Dün akşam aylar sonra Bodrum’a indim. Gördüklerim beni gerçekten çok üzdü. El birliği ile ne hale getirdik Bodrum’u.
Cumhuriyet caddesi tahtakaleye dönmüş. Marka satan dükkanlar , güzel barlar, kaliteli yeme içme yerleri bir bir kapanmış.
Yerini taklit çantacılara ve ayakkabıcılara, Çin işi hediyelik eşya satan dükkanlara , ortalığa kokusu basan dönercilere , dondurmacılara, müziği sonuna kadar açmanın marifet olduğunu sanan barlara bırakmış.

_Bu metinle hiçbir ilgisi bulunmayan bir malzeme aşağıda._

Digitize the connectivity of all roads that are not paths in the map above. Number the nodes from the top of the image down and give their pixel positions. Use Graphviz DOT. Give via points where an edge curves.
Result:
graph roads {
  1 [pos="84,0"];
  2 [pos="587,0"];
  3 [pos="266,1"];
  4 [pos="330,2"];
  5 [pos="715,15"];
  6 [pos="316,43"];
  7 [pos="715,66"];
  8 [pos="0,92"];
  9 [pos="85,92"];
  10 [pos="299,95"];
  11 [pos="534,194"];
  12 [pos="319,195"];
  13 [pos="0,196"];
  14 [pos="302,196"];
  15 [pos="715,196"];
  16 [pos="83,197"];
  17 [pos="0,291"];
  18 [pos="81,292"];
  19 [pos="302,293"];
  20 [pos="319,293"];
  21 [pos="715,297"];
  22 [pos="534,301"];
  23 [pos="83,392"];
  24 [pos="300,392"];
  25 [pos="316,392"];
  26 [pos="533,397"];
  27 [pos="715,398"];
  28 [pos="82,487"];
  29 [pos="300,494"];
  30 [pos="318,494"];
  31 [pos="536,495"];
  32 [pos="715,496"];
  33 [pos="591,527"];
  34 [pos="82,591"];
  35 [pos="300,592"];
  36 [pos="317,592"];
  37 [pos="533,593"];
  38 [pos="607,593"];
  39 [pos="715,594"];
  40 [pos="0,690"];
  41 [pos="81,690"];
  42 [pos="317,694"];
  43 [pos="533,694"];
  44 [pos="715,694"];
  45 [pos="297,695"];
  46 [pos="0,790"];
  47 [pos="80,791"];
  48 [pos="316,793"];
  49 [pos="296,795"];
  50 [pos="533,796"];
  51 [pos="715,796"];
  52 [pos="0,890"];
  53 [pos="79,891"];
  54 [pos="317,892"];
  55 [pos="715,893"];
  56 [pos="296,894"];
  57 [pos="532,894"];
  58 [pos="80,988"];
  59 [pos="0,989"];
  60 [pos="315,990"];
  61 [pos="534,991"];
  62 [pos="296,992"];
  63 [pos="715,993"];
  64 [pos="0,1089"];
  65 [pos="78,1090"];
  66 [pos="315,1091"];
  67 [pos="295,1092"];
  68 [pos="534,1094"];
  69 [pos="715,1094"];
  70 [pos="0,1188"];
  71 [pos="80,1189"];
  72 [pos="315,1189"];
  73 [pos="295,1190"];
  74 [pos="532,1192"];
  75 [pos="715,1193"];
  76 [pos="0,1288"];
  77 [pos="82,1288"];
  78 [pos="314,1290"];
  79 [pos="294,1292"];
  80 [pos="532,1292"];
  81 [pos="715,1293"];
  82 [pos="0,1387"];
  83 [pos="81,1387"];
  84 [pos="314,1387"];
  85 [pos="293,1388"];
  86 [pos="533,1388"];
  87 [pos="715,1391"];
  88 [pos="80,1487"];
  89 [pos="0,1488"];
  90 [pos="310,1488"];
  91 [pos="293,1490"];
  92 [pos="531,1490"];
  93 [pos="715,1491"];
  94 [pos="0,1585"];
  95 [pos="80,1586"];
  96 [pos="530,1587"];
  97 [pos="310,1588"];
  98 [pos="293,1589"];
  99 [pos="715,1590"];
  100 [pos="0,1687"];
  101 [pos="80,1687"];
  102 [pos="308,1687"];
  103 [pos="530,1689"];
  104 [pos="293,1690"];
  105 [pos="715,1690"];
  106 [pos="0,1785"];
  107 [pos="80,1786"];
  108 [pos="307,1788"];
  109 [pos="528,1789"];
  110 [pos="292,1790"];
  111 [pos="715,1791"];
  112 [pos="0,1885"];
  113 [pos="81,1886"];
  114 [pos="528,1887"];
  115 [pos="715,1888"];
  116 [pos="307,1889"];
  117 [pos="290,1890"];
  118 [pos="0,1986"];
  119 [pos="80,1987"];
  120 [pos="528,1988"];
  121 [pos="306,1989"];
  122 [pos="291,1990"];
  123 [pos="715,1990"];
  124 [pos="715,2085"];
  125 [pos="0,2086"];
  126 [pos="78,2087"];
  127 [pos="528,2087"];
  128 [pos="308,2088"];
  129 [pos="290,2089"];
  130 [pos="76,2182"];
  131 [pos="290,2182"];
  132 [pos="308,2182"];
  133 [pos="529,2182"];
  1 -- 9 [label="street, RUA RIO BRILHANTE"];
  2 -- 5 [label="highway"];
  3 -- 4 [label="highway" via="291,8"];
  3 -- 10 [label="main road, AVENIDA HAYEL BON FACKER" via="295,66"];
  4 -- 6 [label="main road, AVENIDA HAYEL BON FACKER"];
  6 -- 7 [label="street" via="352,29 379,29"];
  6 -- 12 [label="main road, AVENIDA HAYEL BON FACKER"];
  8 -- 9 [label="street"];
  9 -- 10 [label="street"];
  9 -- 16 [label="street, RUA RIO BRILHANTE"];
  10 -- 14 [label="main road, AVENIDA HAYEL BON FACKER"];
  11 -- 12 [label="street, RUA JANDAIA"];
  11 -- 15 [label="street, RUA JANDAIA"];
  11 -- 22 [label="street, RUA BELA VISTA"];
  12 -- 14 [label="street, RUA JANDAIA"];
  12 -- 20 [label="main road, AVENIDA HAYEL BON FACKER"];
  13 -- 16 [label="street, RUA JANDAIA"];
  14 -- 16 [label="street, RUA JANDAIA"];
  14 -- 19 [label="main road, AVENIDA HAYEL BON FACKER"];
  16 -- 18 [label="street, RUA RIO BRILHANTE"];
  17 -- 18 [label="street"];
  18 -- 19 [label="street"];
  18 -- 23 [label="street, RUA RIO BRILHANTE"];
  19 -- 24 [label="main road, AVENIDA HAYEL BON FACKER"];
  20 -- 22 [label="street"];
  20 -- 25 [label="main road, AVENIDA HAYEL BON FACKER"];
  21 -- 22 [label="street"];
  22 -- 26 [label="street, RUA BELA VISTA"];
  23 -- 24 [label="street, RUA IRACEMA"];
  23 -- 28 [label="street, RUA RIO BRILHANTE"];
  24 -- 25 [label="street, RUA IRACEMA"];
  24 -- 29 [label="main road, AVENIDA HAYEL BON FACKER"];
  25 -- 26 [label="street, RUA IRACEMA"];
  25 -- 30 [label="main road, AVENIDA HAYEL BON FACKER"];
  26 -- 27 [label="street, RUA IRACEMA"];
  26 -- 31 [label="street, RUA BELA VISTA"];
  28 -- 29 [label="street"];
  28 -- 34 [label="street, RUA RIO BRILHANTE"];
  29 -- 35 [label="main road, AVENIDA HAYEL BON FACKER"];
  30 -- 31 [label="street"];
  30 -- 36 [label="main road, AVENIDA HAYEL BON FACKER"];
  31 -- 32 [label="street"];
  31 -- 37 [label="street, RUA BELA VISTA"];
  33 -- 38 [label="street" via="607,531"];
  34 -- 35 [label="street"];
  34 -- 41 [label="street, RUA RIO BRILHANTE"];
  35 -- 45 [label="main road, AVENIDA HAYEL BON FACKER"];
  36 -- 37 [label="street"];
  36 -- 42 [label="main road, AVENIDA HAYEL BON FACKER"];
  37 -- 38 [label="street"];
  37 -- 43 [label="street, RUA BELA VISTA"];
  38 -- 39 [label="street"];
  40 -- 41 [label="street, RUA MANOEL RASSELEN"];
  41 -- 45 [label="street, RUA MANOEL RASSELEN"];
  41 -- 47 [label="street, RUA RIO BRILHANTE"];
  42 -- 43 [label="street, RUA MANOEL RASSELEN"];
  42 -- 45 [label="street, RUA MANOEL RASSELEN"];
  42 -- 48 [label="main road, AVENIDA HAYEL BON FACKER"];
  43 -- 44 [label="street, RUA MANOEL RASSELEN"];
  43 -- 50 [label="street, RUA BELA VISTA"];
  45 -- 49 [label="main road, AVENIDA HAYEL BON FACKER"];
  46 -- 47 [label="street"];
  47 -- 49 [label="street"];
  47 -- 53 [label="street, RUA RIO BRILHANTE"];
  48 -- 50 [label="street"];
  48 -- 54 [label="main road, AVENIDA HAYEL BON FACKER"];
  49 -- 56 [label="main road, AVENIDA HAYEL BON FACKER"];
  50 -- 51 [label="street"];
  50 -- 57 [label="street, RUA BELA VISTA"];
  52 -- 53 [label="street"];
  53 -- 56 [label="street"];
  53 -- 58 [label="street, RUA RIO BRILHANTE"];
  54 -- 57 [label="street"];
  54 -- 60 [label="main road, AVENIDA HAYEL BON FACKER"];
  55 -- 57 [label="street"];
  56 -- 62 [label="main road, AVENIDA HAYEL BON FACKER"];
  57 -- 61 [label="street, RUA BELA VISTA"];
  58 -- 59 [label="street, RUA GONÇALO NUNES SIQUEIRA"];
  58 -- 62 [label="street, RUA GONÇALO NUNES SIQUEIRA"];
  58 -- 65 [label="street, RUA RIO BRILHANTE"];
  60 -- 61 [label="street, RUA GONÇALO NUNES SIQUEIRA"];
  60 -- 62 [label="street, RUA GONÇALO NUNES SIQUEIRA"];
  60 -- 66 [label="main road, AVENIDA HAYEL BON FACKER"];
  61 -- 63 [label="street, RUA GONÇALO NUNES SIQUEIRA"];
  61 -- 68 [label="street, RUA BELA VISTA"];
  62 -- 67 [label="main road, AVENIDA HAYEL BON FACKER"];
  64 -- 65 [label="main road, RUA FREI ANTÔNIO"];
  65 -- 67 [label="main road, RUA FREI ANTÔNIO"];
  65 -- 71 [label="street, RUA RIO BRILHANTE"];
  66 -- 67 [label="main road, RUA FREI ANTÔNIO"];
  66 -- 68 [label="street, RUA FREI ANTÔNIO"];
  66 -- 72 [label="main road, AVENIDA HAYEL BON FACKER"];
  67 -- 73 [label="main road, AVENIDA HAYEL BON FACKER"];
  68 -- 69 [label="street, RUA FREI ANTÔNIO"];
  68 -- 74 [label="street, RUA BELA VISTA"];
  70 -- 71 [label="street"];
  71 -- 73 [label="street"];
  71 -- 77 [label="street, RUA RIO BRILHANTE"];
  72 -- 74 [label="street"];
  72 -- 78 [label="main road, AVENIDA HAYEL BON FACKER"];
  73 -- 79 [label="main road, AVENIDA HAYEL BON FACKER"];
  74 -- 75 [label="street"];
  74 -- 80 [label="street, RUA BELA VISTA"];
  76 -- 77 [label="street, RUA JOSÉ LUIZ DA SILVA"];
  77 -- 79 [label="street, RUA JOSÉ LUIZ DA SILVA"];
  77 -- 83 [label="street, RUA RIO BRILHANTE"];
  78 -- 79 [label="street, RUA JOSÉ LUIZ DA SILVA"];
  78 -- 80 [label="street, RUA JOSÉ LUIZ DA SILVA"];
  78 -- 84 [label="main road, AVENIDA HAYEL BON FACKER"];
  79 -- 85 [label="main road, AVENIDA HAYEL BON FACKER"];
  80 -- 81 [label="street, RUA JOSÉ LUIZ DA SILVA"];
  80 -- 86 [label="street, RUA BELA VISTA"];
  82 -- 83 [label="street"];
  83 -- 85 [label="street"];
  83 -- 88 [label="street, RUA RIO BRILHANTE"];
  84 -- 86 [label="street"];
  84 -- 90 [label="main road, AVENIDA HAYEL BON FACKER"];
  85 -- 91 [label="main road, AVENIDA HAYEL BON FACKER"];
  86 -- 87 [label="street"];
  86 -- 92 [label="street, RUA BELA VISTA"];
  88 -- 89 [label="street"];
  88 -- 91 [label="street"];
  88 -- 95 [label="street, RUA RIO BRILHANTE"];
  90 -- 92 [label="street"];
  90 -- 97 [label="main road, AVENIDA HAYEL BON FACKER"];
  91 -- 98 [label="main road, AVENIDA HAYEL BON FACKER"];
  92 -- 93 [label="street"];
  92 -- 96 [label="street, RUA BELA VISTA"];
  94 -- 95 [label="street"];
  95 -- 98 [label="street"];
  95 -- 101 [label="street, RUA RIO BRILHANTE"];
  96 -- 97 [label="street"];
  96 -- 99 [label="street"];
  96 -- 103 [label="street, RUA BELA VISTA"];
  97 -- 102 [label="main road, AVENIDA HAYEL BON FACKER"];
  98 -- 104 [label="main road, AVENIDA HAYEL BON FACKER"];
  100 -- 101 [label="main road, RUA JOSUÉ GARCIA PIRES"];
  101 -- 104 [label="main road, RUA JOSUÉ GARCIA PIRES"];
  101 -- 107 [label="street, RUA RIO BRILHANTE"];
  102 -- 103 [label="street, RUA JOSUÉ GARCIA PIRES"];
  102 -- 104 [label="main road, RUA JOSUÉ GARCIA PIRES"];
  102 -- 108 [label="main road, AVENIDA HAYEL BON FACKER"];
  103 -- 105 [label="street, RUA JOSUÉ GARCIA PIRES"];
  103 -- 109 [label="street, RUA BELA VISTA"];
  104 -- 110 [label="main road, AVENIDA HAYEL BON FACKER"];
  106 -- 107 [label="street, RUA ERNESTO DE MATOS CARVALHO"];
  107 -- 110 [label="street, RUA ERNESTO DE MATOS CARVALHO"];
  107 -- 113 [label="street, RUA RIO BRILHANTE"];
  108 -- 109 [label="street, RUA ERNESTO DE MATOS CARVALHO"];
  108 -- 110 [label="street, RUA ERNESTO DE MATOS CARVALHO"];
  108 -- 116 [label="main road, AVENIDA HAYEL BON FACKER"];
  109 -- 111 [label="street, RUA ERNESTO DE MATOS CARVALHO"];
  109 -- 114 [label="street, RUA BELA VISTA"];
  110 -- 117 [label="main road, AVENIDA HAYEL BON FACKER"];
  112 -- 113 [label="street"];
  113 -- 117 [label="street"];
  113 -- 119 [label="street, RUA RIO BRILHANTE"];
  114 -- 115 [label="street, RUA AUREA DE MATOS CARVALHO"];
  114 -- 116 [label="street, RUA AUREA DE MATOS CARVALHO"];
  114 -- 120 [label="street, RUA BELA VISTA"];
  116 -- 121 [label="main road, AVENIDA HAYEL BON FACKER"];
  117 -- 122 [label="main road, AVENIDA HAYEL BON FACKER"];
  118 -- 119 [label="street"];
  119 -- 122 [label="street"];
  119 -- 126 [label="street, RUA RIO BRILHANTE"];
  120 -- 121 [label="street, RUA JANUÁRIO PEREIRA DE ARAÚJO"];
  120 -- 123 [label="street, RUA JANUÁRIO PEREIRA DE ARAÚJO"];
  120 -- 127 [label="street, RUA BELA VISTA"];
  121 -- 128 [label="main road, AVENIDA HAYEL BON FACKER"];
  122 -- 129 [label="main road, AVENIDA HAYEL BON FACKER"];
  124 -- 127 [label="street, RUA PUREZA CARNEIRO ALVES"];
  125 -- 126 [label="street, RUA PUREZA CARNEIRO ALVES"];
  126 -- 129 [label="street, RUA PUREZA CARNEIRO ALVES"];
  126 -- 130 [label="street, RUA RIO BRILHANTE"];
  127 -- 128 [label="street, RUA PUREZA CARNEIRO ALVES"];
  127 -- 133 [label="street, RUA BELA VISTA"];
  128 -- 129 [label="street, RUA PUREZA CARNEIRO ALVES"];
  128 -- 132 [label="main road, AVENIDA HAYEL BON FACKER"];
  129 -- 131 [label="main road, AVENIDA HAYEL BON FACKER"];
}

Tek tük 3. Sınıf yabancı turistler , parası olan ama görgüsü olmayan yerli turistler , Araplar ve birde burası Bodrum hey hey vur patlasın çal oynasıncilar geziyordu ortalıkta.
Sadece Neyzen Tevfik caddesinde bazı mekanlar kabul edilebilir kalitede idi.
Helva , Küba ve benzeri eski barlar yerini kapıda izbandut gibi bekleyen korumaların olduğu felaket barlara bırakmış.
Ortalık çok kirli , çöp doluydu. Birkaç yıl evvel marinaya gidiş yolunda yapılmış olan kaldırım taşları ( herhalde o kadar kalitesizdi ki ) kapkaraydı. Deniz kenarından yürüyelim dedik ama teknelerden denizi görmek ne mümkün.
Kalan güzelliklerden biri hala nasıl zarar verilmediğine inanamadığım Mehmet Kocadon ‘un desteği ve Bodrum ‘da yaşayan insanların katkıları ile Neslihan Zabci Erdal ‘in yaptığı ağaç saksılarının kaplandığı şahane mozaik eserlerdi. Gerçi o saksılara çöp tenekesi muamelesi yapan insanlar da var ama neyse ki tahribat yok.
Bu arada Veli Bar’ında hakkını yememek lazım. Hala ve hala bu çirkinliğin içinde yerini koruyor ve inci gibi parlıyordu ve tabi ki Sünger pizza. 30 yıllık çalışanları ile aynı kaliteyi ve zarafeti koruyordu.
Ve her zaman önünden geçerken kapandığına üzüldüğüm Pala bakkal için de iki kişilik direnen Bekir amca yani Çilek Bakkal.
Hiç olmazsa onlar var içimizi açan.
Sizlere güzellikleri yazmak isterdim ama ne yazık ki yazamıyorum.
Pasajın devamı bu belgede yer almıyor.